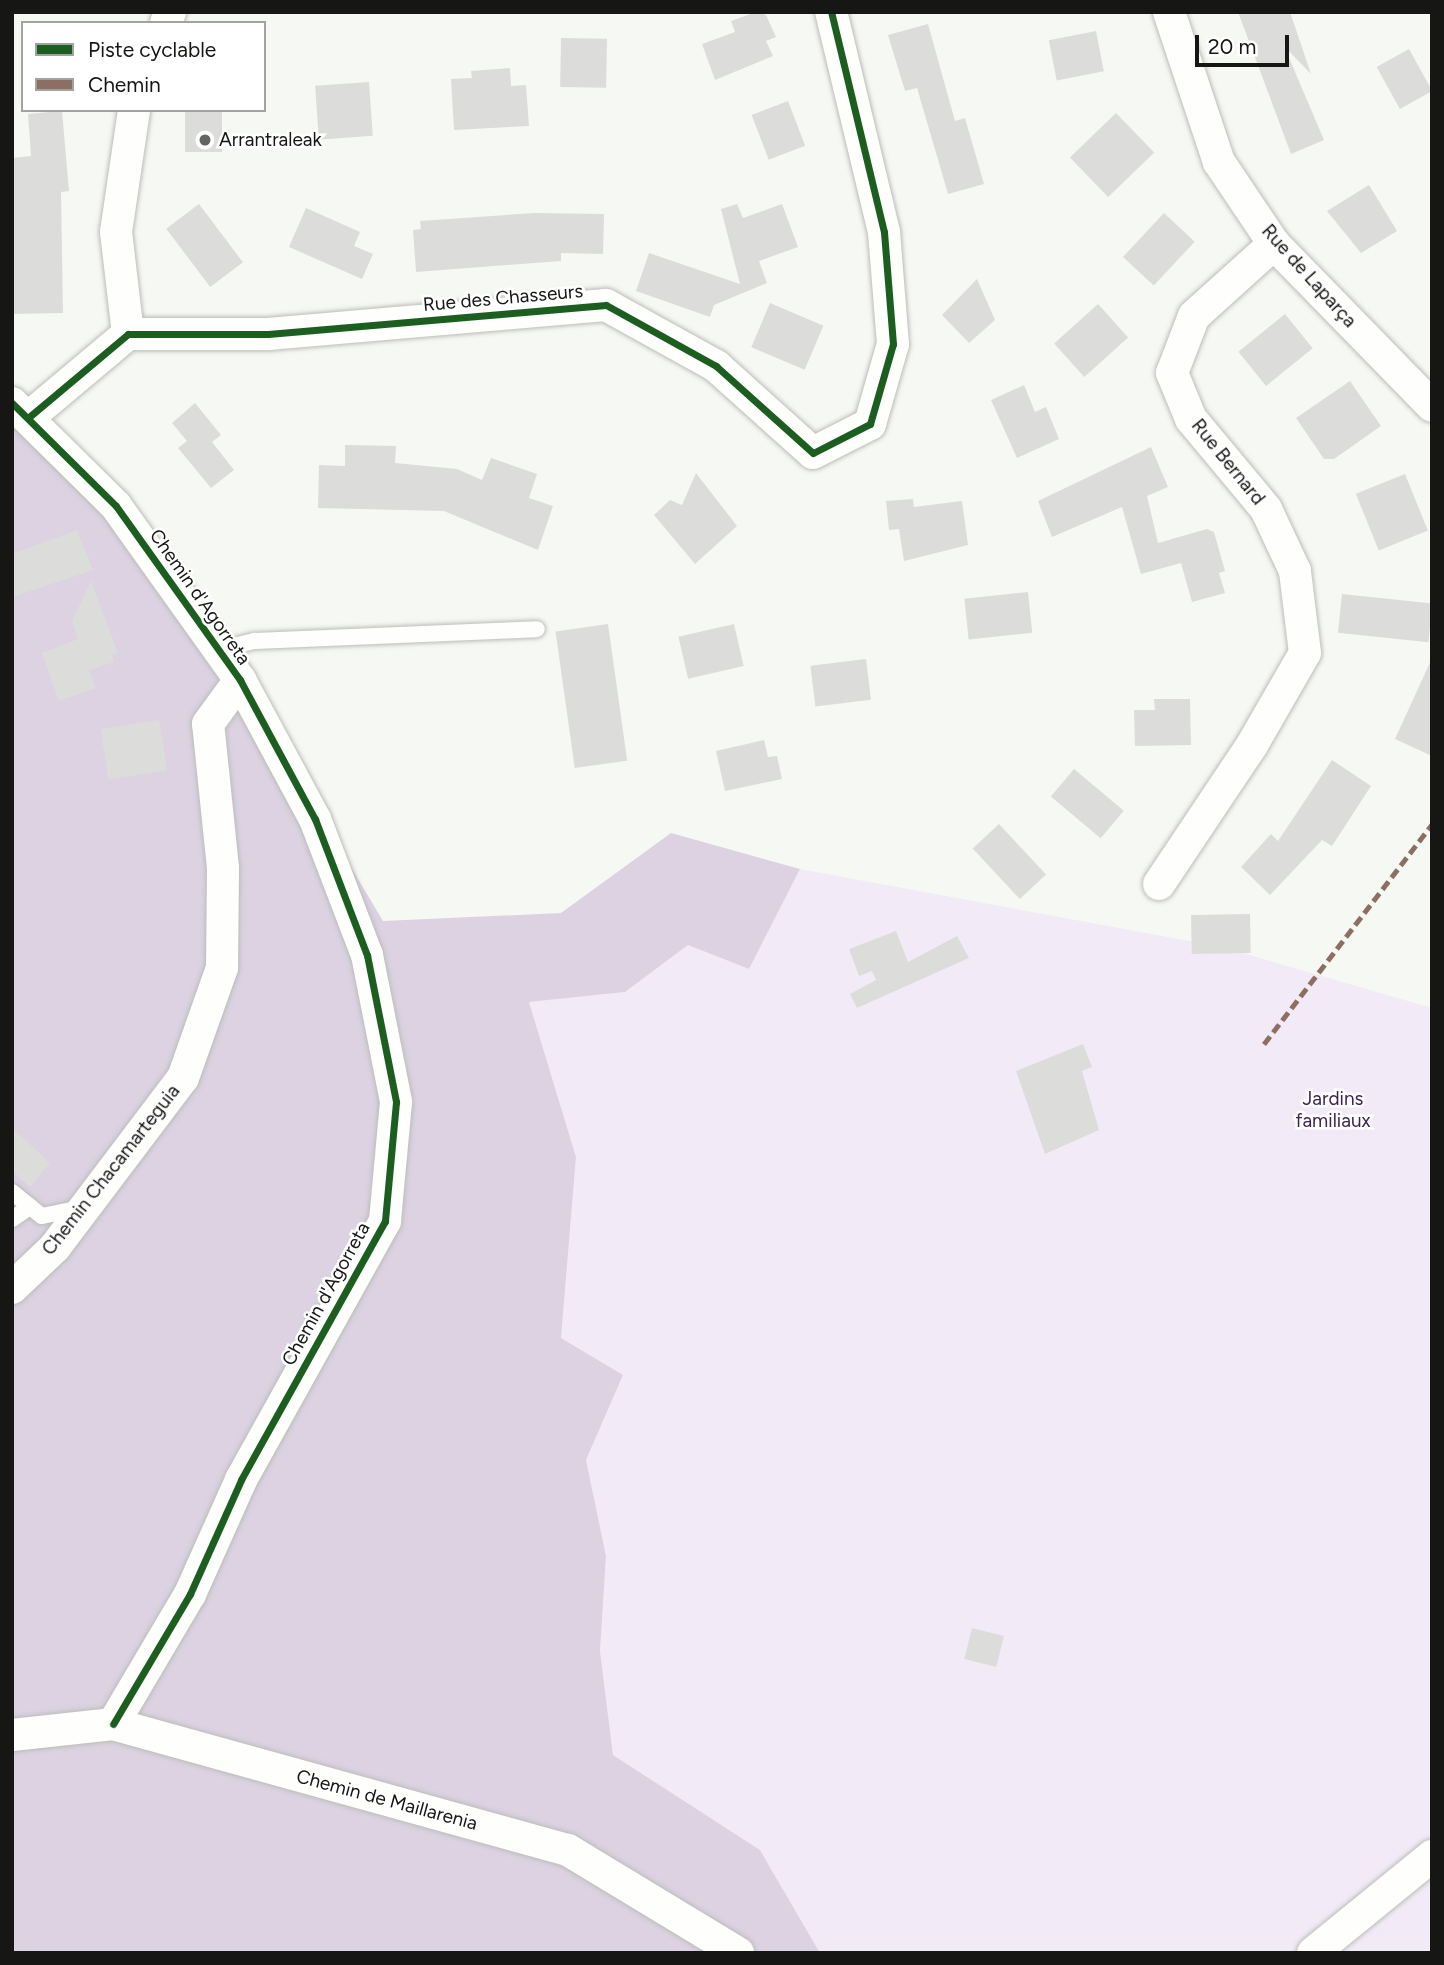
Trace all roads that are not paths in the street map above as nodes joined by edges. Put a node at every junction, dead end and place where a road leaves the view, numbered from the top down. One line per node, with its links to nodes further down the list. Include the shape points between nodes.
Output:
1 (831, 12): 5 (street, Rue des Chasseurs, via 884,232 893,344 870,424 813,453 716,366 606,305 268,334)
2 (1168, 12): 4 (street, Rue de Laparça, via 1219,162)
3 (134, 112): 5 (street, via 116,232)
4 (1274, 244): 6 (street, Rue de Laparça); 11 (street, Rue Bernard, via 1194,316 1172,373 1191,419 1266,509 1296,571 1305,653 1252,746)
5 (128, 334): 7 (street)
6 (1432, 405)
7 (21, 410): 9 (street, Chemin d'Agorreta, via 116,506)
8 (537, 629): 9 (lane, via 256,642)
9 (218, 650): 10 (street, Chemin d'Agorreta)
10 (240, 680): 14 (street, Chemin Chacamarteguia, via 208,724 223,868 222,968 183,1078); 17 (street, Chemin d'Agorreta, via 315,819 367,955 396,1102 385,1221 241,1480 190,1594)
11 (1159, 884)
12 (12, 1192): 13 (lane)
13 (30, 1207): 14 (lane, via 42,1216); 15 (lane)
14 (85, 1207): 16 (street, Chemin Chacamarteguia)
15 (12, 1219)
16 (12, 1288)
17 (113, 1724): 18 (street, Chemin de Maillarenia); 20 (street, Chemin de Maillarenia, via 568,1850)
18 (12, 1735)
19 (1432, 1856): 21 (street)
20 (738, 1953)
21 (1313, 1953)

______________________________

* _Assigned task_: The listing above is to be written out again exactly, with its pictures omitted.

* _Your response_:
Trace all roads that are not paths in the street map above as nodes joined by edges. Put a node at every junction, dead end and place where a road leaves the view, numbered from the top down. One line per node, with its links to nodes further down the list. Include the shape points between nodes.
Output:
1 (831, 12): 5 (street, Rue des Chasseurs, via 884,232 893,344 870,424 813,453 716,366 606,305 268,334)
2 (1168, 12): 4 (street, Rue de Laparça, via 1219,162)
3 (134, 112): 5 (street, via 116,232)
4 (1274, 244): 6 (street, Rue de Laparça); 11 (street, Rue Bernard, via 1194,316 1172,373 1191,419 1266,509 1296,571 1305,653 1252,746)
5 (128, 334): 7 (street)
6 (1432, 405)
7 (21, 410): 9 (street, Chemin d'Agorreta, via 116,506)
8 (537, 629): 9 (lane, via 256,642)
9 (218, 650): 10 (street, Chemin d'Agorreta)
10 (240, 680): 14 (street, Chemin Chacamarteguia, via 208,724 223,868 222,968 183,1078); 17 (street, Chemin d'Agorreta, via 315,819 367,955 396,1102 385,1221 241,1480 190,1594)
11 (1159, 884)
12 (12, 1192): 13 (lane)
13 (30, 1207): 14 (lane, via 42,1216); 15 (lane)
14 (85, 1207): 16 (street, Chemin Chacamarteguia)
15 (12, 1219)
16 (12, 1288)
17 (113, 1724): 18 (street, Chemin de Maillarenia); 20 (street, Chemin de Maillarenia, via 568,1850)
18 (12, 1735)
19 (1432, 1856): 21 (street)
20 (738, 1953)
21 (1313, 1953)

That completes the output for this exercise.